In the front, Eduardo and Daphne are absorbed in their own world, while Mike sits on Anthony's other side, oblivious to our conversation.

I glance up at Anthony and subtly roll my fingers forward—a gesture we've long used that means, I'll explain later.

His frown deepens, but he respects my signal and nods, leaving me to my thoughts once again.

His lips had claimed mine without warning— the taste of him still vivid on my memory. There was no polite ask, no hesitation—just the feel of our tongues meeting in a rush. I had never felt this undone by a single touch, by anyone. His hand gripped tighter at my waist, and my fingers, almost instinctively, tangled deeper into his hair, pulling him closer.

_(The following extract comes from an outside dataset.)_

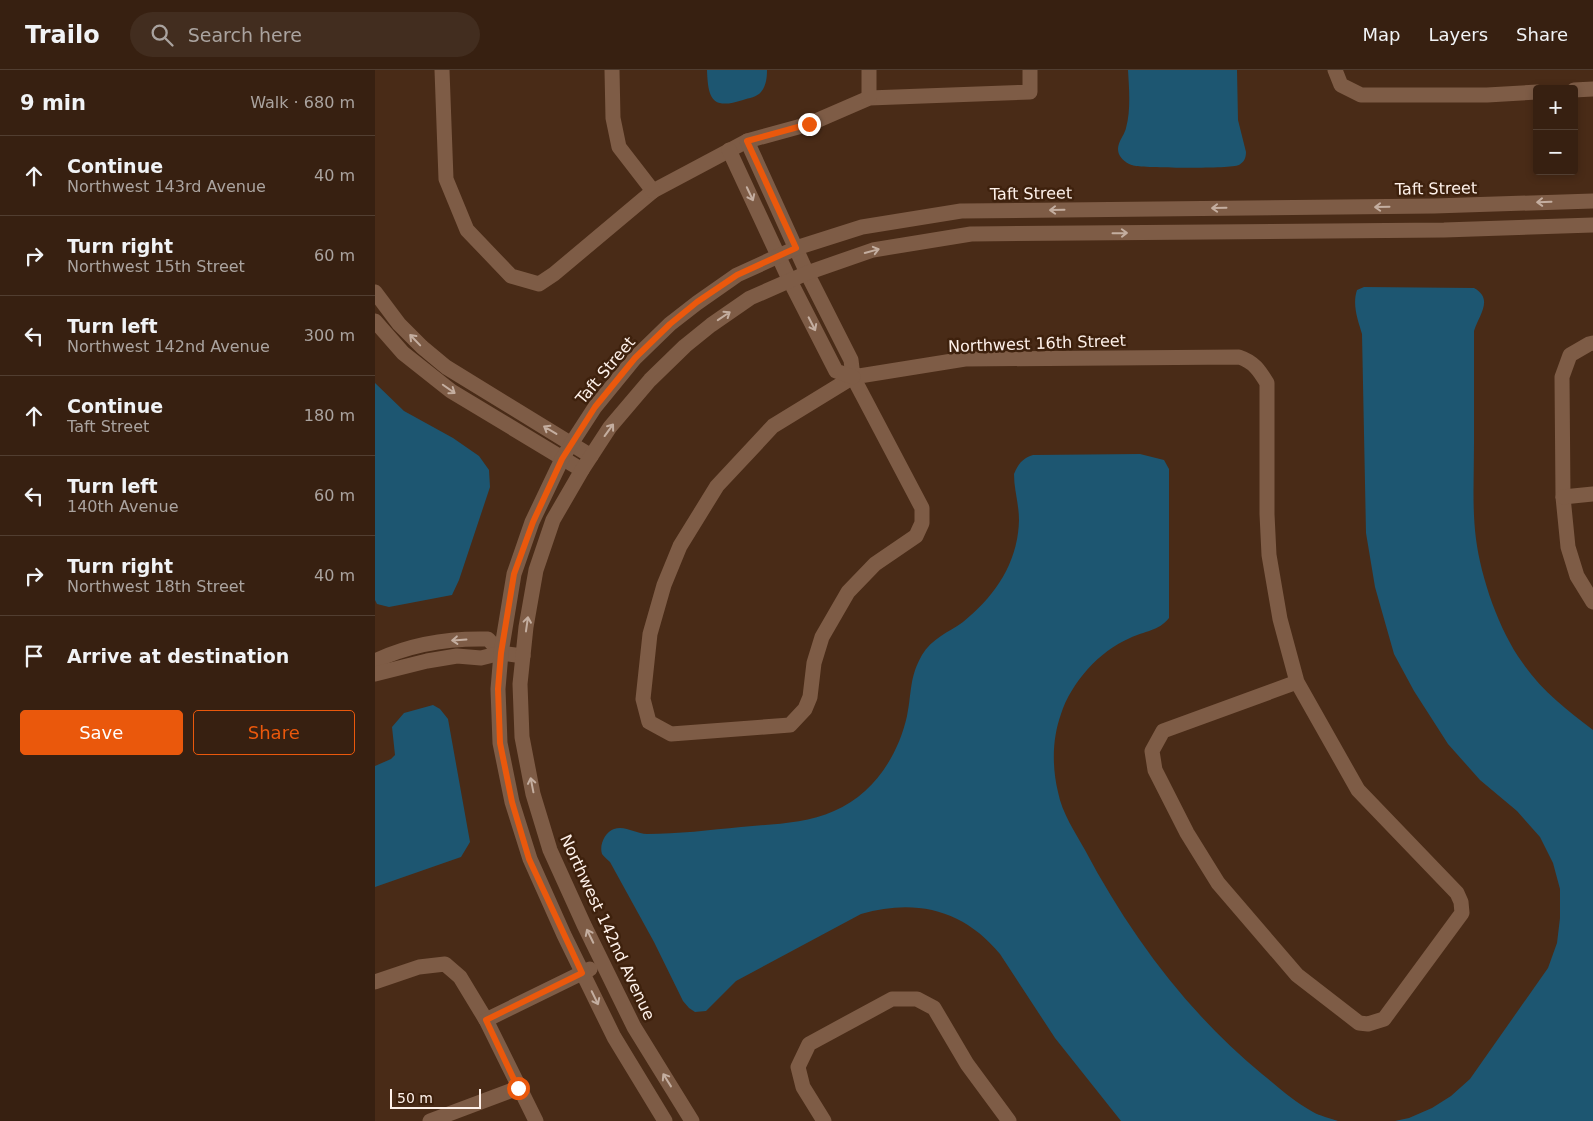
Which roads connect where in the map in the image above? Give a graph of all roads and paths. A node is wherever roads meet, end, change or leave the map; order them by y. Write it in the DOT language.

I shake my head. No, no, no. What have I done? I have a team trip tomorrow—what on earth was I thinking? What had possessed me?

Oh, I know exactly what.

I wasn't thinking at all.

Or rather, I was thinking way too much. And with my fucking ovaries.

——————

Getting into the apartment, I throw myself onto the bed, hoping it'll swallow me up and make me forget. My fingers graze my lips, and I hate how much I miss the feeling of his on mine, how much I crave him. Fully, completely.

Sitting up, I grab my phone and unlock it, staring at the screen for a long moment. The impulse to message him surges, but I snap the phone shut and toss it onto the bed, away from me and my bad decision making skills.

This is wrong. This is a disaster.

But if it's so wrong, why did it feel so right?

Nothing this bad should feel that good.

I flop face down onto the bed, my phone beckoning me from where it landed. I give in, unlocking it once more. Without hesitation, I navigate to my messages, straight to his contact.

"Leave me alone," his name reads.

It seems ironic now.

My fingers hover, itching to send something—anything. How am I supposed to face him again after what happened?